Another neighbor, Rob Taylor, said that B1 zoning was “too much of a big step,” and didn’t think more business space was needed in Nashville as much as housing is. He also likes the neighborhood residential, the way it is, and was concerned that this rezone would affect his own property’s value.

“Nothing against the Harpers,” he added. “If I owned their property, I might even try to do that, too.”

Ruth Wert asked what noise complaints had to do with this and why Harper would think that changing the zoning would help. Harper said that business zoning would allow them to bring in a “different type of tenant.” Long-term tenants want quiet and no light intrusion; overnight tenants “wouldn’t care that there’s noise,” she said.

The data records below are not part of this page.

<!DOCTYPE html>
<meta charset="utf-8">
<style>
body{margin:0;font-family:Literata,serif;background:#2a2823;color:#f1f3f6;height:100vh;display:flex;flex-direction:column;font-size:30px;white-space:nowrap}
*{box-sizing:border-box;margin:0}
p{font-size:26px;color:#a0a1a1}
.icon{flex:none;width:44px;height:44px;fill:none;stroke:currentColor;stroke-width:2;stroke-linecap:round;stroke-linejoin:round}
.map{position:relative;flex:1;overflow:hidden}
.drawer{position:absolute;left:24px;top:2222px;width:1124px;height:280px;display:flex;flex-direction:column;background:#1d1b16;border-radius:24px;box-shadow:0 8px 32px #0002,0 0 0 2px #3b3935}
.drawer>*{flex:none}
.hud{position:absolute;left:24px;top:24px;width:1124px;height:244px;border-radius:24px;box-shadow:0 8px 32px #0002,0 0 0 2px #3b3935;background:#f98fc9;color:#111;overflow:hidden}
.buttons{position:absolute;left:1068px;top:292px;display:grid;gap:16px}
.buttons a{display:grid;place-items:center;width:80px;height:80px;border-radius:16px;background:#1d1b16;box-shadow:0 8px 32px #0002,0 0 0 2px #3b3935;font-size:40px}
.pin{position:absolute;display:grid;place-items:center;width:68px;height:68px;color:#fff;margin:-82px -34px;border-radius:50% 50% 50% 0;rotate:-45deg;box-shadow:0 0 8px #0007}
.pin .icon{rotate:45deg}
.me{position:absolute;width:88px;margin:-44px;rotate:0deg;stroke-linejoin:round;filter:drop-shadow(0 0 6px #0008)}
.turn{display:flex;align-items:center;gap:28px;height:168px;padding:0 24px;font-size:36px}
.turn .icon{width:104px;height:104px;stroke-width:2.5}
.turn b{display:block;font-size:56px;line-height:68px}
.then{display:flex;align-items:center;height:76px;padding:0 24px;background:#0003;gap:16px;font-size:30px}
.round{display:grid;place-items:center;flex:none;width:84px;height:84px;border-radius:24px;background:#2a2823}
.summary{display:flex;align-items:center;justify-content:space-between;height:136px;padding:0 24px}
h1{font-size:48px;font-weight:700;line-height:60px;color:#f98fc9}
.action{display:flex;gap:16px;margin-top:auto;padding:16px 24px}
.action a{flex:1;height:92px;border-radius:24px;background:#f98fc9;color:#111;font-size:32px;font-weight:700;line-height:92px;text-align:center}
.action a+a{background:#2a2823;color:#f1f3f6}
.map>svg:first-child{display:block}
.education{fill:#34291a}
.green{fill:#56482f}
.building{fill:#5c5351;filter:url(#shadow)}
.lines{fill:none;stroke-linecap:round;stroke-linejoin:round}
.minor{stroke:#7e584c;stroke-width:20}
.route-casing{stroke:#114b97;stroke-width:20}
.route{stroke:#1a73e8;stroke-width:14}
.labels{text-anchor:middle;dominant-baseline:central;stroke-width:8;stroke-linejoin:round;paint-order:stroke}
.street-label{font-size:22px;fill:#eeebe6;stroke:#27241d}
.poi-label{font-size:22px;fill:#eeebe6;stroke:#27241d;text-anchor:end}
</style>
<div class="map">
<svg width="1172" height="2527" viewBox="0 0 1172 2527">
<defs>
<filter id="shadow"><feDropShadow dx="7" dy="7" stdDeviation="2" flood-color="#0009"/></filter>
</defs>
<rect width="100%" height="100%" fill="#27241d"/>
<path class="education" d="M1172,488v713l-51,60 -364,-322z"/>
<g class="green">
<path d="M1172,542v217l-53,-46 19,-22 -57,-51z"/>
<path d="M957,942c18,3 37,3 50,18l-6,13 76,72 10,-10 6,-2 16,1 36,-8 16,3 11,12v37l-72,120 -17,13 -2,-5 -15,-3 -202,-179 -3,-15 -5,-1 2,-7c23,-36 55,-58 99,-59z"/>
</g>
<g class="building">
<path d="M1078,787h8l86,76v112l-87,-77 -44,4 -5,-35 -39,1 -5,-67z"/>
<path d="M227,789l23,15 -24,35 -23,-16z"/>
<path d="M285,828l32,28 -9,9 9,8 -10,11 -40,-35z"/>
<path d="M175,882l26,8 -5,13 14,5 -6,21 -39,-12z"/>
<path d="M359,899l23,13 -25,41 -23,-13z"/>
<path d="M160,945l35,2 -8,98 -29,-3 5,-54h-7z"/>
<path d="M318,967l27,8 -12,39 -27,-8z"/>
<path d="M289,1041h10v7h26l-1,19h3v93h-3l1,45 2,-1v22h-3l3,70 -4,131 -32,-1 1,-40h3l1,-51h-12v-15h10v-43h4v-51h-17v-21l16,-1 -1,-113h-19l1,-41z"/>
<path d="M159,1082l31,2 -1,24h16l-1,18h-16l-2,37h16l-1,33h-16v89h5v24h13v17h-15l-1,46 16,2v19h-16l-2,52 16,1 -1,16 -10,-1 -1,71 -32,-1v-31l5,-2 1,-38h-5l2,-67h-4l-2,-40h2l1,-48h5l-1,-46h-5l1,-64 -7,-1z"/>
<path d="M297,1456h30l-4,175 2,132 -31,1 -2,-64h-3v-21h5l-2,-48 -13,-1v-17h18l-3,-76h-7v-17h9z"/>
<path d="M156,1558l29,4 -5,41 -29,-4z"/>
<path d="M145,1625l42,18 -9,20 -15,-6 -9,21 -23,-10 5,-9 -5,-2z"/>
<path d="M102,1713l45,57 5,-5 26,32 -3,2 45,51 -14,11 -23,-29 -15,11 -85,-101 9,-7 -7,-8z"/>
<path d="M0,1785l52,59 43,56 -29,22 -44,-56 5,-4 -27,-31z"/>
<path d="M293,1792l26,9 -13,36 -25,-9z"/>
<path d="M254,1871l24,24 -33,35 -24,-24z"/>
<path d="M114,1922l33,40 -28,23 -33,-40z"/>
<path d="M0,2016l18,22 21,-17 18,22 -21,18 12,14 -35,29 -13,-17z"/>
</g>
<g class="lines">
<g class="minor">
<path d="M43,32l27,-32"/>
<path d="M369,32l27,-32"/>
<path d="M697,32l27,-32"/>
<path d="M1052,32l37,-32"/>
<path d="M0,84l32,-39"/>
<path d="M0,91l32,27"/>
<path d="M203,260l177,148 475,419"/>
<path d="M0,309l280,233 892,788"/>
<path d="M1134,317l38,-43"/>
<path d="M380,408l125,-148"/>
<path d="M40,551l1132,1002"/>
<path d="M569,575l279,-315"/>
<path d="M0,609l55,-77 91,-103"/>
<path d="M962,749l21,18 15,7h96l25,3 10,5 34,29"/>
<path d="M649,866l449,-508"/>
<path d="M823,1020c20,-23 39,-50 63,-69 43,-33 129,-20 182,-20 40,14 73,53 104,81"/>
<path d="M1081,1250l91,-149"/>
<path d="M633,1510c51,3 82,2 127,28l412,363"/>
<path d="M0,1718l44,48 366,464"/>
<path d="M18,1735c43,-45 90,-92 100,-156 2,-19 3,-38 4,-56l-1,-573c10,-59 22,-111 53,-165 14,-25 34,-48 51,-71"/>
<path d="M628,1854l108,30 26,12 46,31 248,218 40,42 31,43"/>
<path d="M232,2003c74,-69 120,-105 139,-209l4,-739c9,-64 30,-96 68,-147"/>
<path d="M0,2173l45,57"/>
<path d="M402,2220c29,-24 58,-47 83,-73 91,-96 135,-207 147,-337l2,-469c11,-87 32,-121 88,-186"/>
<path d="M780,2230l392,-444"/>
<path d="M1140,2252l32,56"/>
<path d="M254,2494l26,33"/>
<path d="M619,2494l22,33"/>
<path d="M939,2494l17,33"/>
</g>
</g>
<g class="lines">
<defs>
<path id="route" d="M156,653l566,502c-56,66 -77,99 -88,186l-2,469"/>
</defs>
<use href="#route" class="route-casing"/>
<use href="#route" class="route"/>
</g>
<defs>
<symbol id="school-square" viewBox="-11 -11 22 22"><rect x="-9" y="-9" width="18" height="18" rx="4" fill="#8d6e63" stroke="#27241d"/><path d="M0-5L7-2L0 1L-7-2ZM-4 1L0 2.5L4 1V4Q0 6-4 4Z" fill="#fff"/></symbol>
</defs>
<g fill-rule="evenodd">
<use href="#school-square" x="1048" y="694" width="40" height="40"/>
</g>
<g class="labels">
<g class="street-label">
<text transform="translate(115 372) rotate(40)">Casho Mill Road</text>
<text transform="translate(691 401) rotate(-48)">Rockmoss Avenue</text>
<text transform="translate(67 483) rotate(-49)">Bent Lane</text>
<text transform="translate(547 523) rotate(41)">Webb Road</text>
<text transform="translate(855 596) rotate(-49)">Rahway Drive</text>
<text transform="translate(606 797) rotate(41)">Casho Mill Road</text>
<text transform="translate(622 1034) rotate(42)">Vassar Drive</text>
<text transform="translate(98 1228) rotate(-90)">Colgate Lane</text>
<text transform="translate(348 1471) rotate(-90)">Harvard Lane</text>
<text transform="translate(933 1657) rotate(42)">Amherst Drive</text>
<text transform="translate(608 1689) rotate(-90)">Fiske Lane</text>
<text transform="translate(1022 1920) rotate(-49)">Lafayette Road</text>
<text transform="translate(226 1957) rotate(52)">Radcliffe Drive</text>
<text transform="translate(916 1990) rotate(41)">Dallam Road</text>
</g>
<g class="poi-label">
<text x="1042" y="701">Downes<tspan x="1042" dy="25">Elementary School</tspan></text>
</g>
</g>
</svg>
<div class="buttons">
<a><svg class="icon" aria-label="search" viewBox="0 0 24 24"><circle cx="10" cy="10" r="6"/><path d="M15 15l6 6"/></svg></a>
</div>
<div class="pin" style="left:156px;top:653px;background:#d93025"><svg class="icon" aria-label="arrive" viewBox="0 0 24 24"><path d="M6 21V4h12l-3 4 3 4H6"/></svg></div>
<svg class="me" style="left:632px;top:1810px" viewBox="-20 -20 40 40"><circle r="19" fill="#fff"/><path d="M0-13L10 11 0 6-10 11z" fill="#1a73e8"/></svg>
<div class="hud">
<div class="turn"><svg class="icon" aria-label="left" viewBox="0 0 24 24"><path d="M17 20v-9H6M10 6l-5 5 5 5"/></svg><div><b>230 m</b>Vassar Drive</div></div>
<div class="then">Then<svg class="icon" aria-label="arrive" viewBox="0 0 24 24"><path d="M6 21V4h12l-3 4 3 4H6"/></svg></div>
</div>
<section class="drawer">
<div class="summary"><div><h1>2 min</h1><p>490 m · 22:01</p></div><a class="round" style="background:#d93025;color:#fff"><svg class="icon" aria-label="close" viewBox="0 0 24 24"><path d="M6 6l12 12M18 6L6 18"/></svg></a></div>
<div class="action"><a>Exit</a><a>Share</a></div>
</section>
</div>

Nearly all the land surrounding the affected properties is already zoned for business except for the Bunny Trails neighborhood, including the highway department/recycling center (B3), fairgrounds (B3), Hard Truth Hills (B3), Brown County High School (B2), the Seasons Lodge (B2) and the Harpers’ existing tourist home (B1).

The APC voted 6-0 with member Carol Bowden absent to send a positive recommendation for rezoning to the Nashville Town Council, which will have the final say. The council meets on third Thursdays at 6:30 p.m.